• **INPUT FOR THIS TASK**:
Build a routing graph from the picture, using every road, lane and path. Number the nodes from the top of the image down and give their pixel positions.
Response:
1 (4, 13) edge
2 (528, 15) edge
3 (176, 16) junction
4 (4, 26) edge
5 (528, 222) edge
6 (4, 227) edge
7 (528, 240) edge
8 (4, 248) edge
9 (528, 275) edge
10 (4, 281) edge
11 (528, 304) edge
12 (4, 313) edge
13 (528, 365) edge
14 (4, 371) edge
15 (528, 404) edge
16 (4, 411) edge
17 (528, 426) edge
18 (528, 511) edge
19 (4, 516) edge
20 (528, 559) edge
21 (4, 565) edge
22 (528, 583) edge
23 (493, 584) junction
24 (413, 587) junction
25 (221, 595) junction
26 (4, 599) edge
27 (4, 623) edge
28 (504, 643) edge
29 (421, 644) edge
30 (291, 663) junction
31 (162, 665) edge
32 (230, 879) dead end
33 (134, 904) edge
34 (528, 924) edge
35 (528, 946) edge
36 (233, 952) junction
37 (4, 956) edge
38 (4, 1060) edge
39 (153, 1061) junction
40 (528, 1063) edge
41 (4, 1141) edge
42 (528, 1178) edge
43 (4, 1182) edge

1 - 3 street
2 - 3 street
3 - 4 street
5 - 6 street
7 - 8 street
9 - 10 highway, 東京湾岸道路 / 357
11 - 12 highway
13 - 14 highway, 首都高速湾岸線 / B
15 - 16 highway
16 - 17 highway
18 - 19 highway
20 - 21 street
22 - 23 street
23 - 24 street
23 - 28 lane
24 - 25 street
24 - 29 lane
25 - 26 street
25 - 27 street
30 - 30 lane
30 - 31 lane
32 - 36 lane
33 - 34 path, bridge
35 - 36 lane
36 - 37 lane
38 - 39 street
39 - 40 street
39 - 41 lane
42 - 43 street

• **WHAT IS EXPECTED**:
You are asked to transcribe all of the data above exactly.

• **EXERCISE OUTPUT**:
Build a routing graph from the picture, using every road, lane and path. Number the nodes from the top of the image down and give their pixel positions.
Response:
1 (4, 13) edge
2 (528, 15) edge
3 (176, 16) junction
4 (4, 26) edge
5 (528, 222) edge
6 (4, 227) edge
7 (528, 240) edge
8 (4, 248) edge
9 (528, 275) edge
10 (4, 281) edge
11 (528, 304) edge
12 (4, 313) edge
13 (528, 365) edge
14 (4, 371) edge
15 (528, 404) edge
16 (4, 411) edge
17 (528, 426) edge
18 (528, 511) edge
19 (4, 516) edge
20 (528, 559) edge
21 (4, 565) edge
22 (528, 583) edge
23 (493, 584) junction
24 (413, 587) junction
25 (221, 595) junction
26 (4, 599) edge
27 (4, 623) edge
28 (504, 643) edge
29 (421, 644) edge
30 (291, 663) junction
31 (162, 665) edge
32 (230, 879) dead end
33 (134, 904) edge
34 (528, 924) edge
35 (528, 946) edge
36 (233, 952) junction
37 (4, 956) edge
38 (4, 1060) edge
39 (153, 1061) junction
40 (528, 1063) edge
41 (4, 1141) edge
42 (528, 1178) edge
43 (4, 1182) edge

1 - 3 street
2 - 3 street
3 - 4 street
5 - 6 street
7 - 8 street
9 - 10 highway, 東京湾岸道路 / 357
11 - 12 highway
13 - 14 highway, 首都高速湾岸線 / B
15 - 16 highway
16 - 17 highway
18 - 19 highway
20 - 21 street
22 - 23 street
23 - 24 street
23 - 28 lane
24 - 25 street
24 - 29 lane
25 - 26 street
25 - 27 street
30 - 30 lane
30 - 31 lane
32 - 36 lane
33 - 34 path, bridge
35 - 36 lane
36 - 37 lane
38 - 39 street
39 - 40 street
39 - 41 lane
42 - 43 street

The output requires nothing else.